Twelve Caribbean and Latin American countries agreed to tighten border checks to stop Ebola virus from spreading to the region and draft an action plan to deal with the epidemic.
"We agreed to coordinate our efforts to prevent Ebola and deal with the epidemic," said Venezuelan President Nicolas Maduro at the close of an extraordinary summit of the Bolivarian Alliance for the Peoples of Our America (ALBA) in Cuba.
The leftist regional bloc adopted a 23-point response to the outbreak, which has not spread to Latin America, despite several false alarms, but has killed more than 4,500 people, mostly in Liberia, Sierra Leone and Guinea.
The measures include increased security at ports and airports and marching orders for the group's health ministries to develop a regional Ebola action plan by November 5.
Health experts from the region will meet in Havana on October 29 and 30 to draw up the plan.

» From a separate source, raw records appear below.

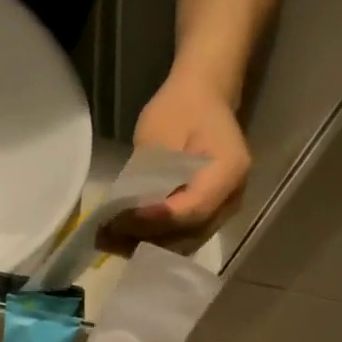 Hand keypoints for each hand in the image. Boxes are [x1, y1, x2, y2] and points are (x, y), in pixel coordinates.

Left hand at [108, 70, 251, 250]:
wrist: (203, 97)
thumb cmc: (180, 107)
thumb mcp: (158, 133)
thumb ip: (148, 175)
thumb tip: (127, 213)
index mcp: (229, 170)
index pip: (192, 209)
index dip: (156, 219)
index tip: (121, 219)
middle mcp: (233, 197)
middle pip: (189, 233)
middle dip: (147, 237)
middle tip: (108, 234)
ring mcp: (225, 210)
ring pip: (185, 241)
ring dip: (148, 244)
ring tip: (111, 239)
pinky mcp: (211, 216)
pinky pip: (184, 237)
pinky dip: (155, 239)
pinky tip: (125, 237) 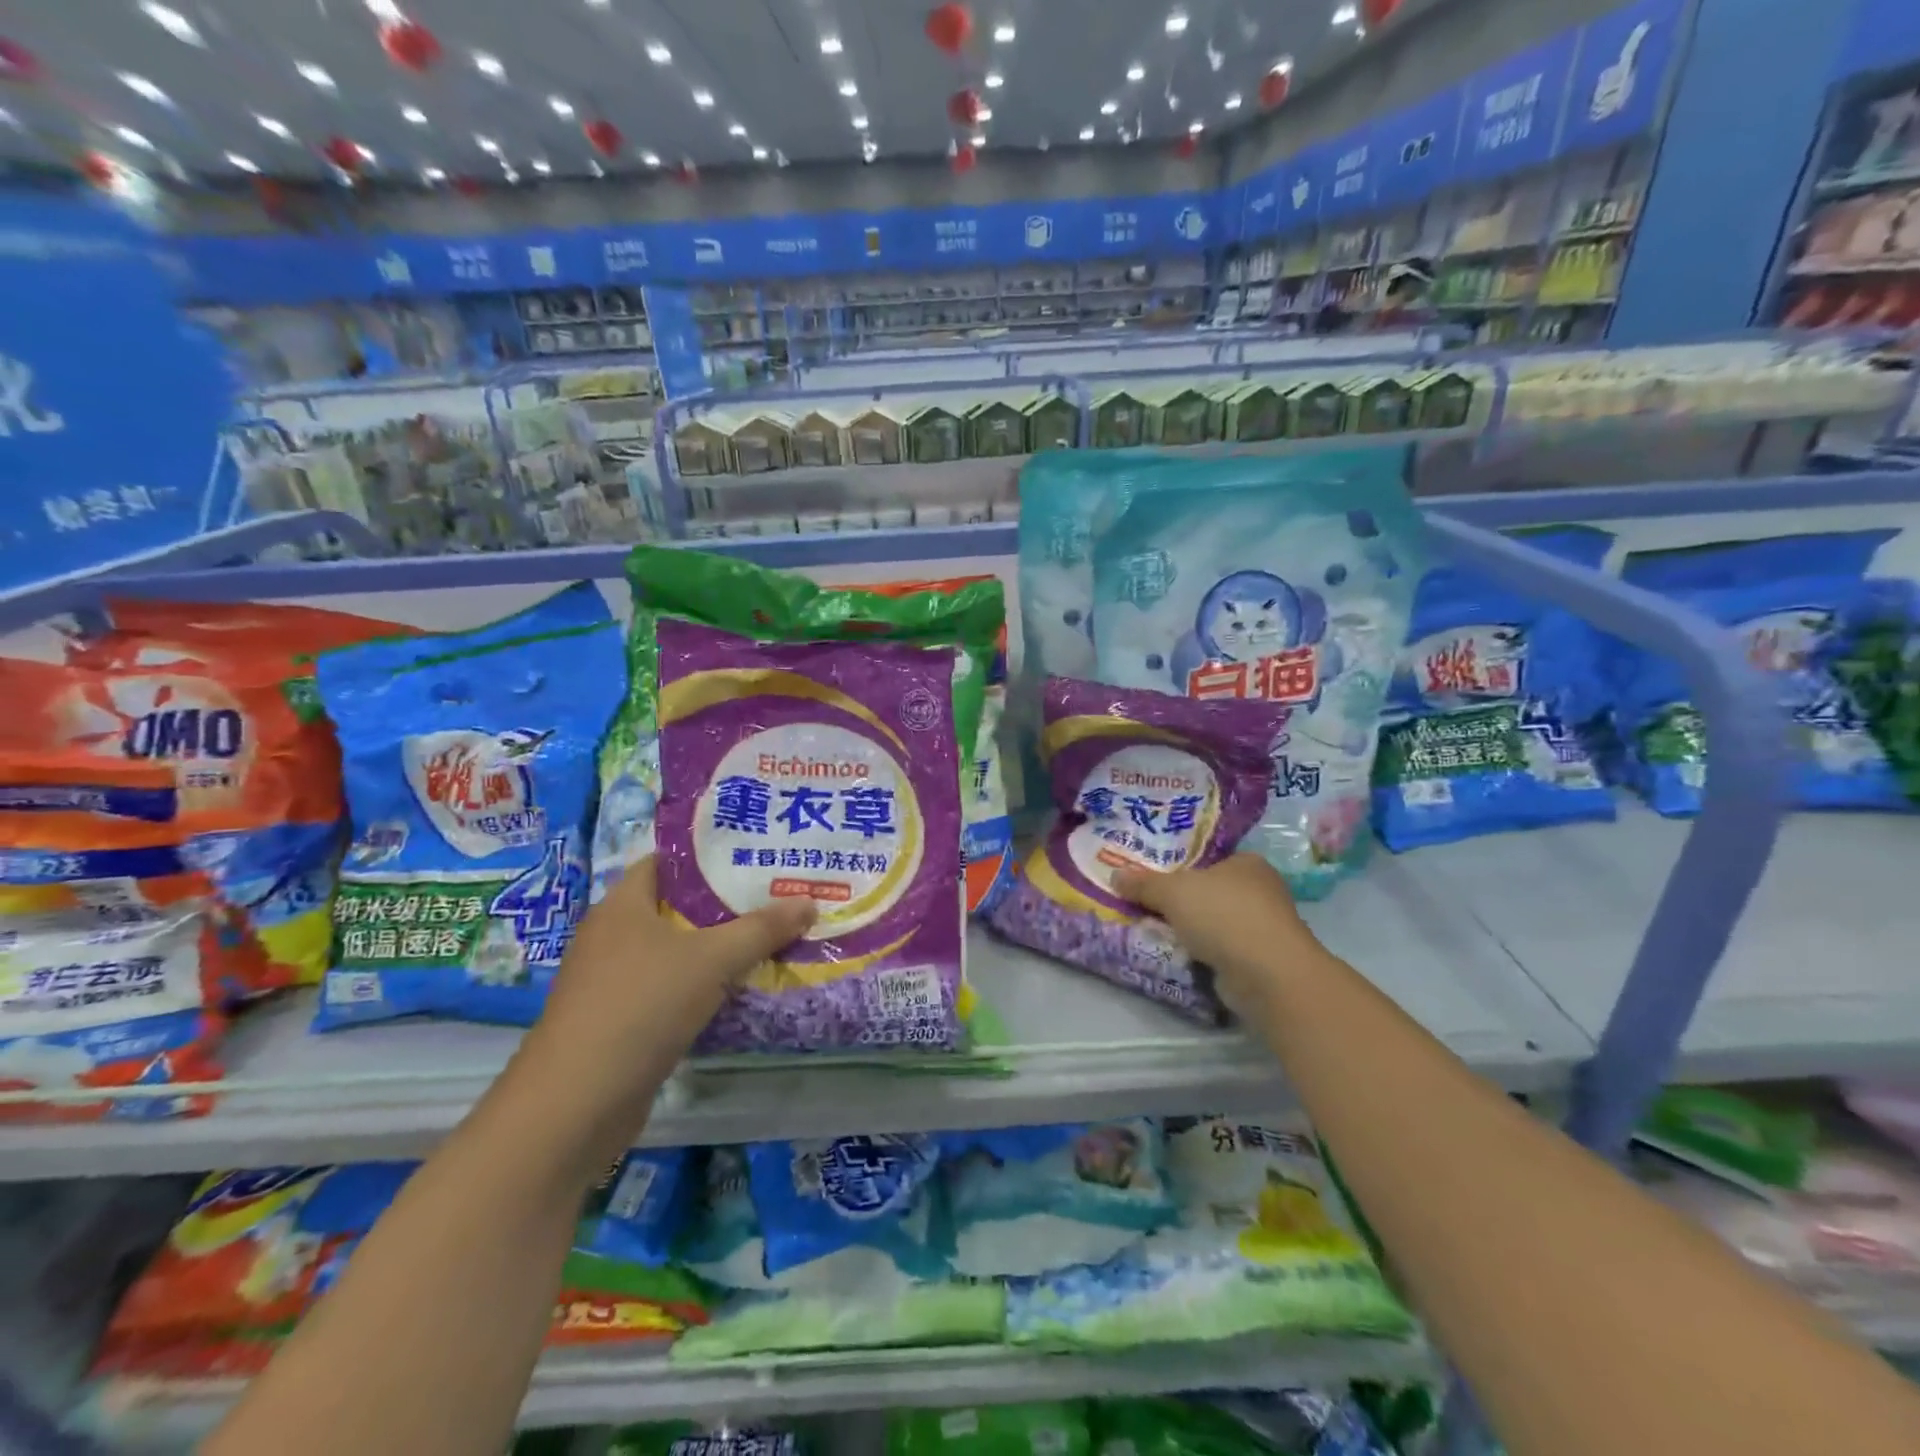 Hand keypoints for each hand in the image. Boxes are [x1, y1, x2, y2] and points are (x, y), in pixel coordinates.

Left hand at [517, 857, 814, 1151]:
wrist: (576, 1105)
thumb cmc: (641, 1007)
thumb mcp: (712, 960)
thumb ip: (762, 929)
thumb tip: (808, 902)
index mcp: (622, 905)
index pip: (666, 862)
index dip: (708, 856)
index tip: (753, 856)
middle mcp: (612, 936)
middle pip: (675, 907)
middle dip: (724, 904)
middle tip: (775, 897)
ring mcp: (611, 981)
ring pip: (673, 952)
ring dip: (715, 948)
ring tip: (768, 938)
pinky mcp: (617, 1022)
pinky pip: (667, 989)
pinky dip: (699, 986)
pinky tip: (736, 990)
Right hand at [1111, 854, 1319, 1017]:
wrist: (1267, 975)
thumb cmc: (1223, 915)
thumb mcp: (1172, 892)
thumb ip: (1143, 883)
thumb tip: (1115, 873)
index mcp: (1246, 863)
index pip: (1208, 858)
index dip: (1179, 865)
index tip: (1152, 875)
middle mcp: (1260, 890)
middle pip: (1209, 890)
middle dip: (1180, 900)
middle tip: (1144, 902)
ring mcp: (1262, 928)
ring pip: (1214, 922)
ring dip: (1189, 929)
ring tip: (1152, 930)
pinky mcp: (1259, 960)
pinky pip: (1219, 950)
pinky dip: (1201, 953)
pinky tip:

Cuban President Raul Castro opened the Ebola summit -- the first of its kind in Latin America -- warning his fellow leaders that "a terrible epidemic is spreading among our brother peoples in Africa and threatens us all."
"If this threat isn't stopped in west Africa... it can become one of the most serious pandemics in human history," said the communist leader.
"African blood runs in our veins," he added.
Cuba has sought to place itself at the forefront of the international response to the Ebola epidemic, sending 165 doctors and nurses to Sierra Leone to combat the disease.
Castro announced another group would leave Tuesday for Liberia and Guinea.
UN sources said there would be 90 doctors and nurses in the new deployment. Cuba has pledged to send a total of 461 health professionals to combat Ebola.
The ALBA summit came on the same day European foreign ministers met in Luxembourg on the epidemic, calling for a "united, coordinated and increased effort" to contain the outbreak.
Founded by late socialist firebrand Hugo Chavez, ALBA has nine member states: Venezuela, Bolivia, Ecuador, Nicaragua, Cuba, Antigua and Barbuda, Dominica, Saint Lucia, and Saint Vincent and the Grenadines.
Haiti, Grenada, and Saint Kitts and Nevis also joined Monday's summit.
The UN coordinator on Ebola, David Nabarro, and the director of the Pan American Health Organization, Carissa Etienne, also took part.